Saved data entries:
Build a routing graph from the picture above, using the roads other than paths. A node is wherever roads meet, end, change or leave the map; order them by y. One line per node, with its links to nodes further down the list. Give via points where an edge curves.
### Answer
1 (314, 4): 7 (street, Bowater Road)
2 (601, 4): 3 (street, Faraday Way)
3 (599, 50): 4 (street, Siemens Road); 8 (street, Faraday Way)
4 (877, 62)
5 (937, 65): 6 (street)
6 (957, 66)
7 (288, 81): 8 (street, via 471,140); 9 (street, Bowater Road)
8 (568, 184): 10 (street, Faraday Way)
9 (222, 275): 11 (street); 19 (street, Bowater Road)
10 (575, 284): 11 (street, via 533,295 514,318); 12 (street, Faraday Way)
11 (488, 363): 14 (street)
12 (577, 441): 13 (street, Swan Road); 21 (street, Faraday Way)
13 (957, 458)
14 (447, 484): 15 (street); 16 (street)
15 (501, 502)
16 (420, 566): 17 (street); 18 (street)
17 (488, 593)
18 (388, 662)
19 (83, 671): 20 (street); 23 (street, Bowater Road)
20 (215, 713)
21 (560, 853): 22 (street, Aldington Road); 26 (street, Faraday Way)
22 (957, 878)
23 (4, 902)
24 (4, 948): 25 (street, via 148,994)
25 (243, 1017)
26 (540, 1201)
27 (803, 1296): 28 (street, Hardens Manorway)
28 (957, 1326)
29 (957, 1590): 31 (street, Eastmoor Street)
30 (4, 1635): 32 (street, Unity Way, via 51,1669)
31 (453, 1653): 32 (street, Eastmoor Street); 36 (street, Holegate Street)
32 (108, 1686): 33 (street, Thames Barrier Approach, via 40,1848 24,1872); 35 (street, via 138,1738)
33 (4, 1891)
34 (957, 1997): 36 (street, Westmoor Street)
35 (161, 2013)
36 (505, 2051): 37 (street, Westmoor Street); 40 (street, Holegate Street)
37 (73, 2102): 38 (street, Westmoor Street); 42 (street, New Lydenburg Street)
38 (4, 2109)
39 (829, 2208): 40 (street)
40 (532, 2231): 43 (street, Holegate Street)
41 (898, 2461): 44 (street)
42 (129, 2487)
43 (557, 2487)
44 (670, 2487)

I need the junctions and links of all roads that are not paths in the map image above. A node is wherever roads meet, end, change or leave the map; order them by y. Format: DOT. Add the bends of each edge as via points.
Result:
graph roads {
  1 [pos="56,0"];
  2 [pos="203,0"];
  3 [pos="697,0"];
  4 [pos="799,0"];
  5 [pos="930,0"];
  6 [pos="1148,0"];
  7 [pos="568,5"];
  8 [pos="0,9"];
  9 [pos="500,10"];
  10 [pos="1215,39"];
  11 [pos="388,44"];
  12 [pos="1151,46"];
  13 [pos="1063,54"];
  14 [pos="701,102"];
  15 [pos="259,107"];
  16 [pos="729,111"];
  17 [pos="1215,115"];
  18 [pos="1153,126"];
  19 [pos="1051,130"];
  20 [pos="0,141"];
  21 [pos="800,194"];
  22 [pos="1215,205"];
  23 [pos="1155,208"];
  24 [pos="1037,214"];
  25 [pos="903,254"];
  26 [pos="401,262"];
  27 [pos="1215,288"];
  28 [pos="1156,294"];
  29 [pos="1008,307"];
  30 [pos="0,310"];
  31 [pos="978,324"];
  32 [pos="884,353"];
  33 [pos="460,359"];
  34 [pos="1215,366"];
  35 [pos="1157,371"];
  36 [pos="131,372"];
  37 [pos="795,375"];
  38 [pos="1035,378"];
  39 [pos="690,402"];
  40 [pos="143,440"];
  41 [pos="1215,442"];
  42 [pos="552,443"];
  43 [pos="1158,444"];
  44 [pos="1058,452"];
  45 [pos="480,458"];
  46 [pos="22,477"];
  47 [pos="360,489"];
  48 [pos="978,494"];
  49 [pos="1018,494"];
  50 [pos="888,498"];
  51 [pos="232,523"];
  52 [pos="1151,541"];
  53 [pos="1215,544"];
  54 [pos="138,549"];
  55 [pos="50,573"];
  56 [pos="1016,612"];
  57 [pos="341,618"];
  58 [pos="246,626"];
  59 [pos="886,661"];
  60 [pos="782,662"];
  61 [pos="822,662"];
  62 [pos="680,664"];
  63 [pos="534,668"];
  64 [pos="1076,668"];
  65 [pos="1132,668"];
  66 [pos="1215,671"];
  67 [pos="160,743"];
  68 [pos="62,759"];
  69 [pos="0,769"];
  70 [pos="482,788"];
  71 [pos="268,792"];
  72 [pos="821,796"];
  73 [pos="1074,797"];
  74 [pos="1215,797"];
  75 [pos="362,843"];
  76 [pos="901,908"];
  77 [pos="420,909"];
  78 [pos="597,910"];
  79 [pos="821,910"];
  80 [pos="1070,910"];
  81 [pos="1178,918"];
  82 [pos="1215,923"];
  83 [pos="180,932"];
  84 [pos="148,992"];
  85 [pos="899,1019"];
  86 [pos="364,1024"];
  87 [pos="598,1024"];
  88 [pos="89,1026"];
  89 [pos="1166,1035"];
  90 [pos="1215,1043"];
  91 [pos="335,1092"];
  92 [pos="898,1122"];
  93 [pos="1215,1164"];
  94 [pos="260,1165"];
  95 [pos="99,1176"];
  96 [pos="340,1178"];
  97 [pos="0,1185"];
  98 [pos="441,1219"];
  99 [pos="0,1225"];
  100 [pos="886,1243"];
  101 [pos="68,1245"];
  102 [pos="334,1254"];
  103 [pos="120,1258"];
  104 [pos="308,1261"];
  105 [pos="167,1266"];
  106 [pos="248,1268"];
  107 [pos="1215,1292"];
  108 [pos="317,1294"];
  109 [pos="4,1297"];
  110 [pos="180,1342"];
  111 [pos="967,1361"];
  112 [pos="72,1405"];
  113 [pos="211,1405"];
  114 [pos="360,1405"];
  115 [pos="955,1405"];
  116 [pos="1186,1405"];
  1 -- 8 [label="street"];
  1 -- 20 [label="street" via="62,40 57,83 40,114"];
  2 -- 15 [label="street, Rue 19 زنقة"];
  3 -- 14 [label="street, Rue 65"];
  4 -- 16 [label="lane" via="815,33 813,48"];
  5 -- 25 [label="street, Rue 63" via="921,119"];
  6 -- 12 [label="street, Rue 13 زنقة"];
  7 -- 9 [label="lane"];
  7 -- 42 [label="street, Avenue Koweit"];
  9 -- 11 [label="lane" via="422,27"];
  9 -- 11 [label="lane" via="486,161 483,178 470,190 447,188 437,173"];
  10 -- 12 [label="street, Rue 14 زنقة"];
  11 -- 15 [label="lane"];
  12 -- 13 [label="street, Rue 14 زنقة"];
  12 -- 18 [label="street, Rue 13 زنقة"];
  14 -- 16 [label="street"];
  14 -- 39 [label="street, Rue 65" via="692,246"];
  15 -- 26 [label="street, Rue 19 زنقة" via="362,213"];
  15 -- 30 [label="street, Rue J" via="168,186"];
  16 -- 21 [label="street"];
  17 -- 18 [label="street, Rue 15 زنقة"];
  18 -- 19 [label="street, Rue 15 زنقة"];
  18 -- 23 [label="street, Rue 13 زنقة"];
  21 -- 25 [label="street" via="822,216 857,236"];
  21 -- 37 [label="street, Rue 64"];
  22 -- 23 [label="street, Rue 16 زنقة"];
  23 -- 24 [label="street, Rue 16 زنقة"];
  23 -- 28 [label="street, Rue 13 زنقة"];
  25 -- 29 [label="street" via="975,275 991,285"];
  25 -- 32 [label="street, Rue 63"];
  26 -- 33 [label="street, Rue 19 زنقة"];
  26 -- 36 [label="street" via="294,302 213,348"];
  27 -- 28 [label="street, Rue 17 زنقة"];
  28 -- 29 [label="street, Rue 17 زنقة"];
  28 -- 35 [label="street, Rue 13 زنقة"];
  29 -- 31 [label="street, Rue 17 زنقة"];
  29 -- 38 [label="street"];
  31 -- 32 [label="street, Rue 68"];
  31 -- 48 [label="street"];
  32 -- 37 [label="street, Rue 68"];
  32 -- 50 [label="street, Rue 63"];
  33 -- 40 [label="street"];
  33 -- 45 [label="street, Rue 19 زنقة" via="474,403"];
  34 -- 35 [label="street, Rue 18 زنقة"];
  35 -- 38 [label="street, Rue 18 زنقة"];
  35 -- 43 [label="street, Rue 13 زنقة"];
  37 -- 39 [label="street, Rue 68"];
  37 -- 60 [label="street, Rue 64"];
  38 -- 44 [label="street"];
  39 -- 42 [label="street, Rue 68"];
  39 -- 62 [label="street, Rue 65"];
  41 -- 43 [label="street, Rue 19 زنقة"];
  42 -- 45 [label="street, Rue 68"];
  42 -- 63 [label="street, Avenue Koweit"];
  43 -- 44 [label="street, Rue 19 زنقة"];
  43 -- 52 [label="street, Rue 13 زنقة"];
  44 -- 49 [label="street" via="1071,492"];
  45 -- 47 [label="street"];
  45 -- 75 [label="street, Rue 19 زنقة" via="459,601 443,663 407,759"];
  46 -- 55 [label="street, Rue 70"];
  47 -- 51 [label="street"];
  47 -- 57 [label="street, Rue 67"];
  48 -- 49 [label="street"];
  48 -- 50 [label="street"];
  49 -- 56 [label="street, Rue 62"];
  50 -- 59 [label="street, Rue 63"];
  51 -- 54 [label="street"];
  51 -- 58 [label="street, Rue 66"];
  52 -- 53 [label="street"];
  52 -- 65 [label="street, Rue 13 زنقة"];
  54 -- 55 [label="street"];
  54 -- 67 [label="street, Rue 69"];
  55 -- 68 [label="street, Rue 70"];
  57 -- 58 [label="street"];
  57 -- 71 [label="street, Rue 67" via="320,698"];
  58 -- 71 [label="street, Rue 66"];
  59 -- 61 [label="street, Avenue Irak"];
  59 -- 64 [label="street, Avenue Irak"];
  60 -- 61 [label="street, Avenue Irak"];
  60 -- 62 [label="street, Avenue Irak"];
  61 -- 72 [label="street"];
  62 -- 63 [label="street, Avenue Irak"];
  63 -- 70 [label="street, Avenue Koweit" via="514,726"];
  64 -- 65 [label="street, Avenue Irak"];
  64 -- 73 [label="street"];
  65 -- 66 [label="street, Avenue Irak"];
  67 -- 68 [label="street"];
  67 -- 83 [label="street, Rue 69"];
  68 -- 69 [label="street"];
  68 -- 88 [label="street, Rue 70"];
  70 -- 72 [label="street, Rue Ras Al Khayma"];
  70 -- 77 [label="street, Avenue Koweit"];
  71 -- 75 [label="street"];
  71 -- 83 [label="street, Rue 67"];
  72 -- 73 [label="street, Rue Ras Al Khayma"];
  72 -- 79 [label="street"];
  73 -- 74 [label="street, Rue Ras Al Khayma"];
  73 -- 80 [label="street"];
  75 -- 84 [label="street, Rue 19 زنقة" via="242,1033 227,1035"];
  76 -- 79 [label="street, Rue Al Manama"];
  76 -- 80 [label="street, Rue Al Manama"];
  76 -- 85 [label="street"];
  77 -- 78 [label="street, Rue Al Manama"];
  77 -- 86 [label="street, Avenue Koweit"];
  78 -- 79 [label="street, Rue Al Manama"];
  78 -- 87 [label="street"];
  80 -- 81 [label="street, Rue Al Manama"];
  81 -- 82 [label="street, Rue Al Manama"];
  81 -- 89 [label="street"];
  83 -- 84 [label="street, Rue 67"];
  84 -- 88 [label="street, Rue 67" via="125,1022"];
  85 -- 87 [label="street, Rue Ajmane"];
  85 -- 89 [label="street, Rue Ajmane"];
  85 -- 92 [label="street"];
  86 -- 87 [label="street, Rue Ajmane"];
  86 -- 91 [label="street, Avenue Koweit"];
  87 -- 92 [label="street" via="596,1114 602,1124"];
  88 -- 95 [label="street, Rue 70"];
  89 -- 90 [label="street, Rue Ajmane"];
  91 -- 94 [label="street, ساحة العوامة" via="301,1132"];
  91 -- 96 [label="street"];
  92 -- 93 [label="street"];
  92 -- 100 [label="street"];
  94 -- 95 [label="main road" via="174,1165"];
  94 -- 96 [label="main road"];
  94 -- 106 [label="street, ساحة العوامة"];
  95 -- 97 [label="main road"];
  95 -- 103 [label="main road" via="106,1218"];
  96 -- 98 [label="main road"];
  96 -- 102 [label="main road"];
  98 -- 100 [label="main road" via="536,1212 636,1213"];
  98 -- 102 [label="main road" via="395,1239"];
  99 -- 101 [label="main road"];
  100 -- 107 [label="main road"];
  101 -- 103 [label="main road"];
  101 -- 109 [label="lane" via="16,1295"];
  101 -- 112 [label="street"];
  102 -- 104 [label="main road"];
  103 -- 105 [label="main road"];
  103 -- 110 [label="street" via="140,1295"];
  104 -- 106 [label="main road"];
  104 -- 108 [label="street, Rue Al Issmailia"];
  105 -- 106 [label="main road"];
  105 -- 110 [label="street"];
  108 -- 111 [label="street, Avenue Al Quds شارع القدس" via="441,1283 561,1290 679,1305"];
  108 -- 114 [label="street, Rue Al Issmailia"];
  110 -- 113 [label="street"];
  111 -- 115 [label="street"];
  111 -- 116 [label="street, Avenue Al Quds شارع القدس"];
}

_What the task requires_
If a line of the data includes the word "links", it counts; give how many lines do, as a bare number.

_Response area_
2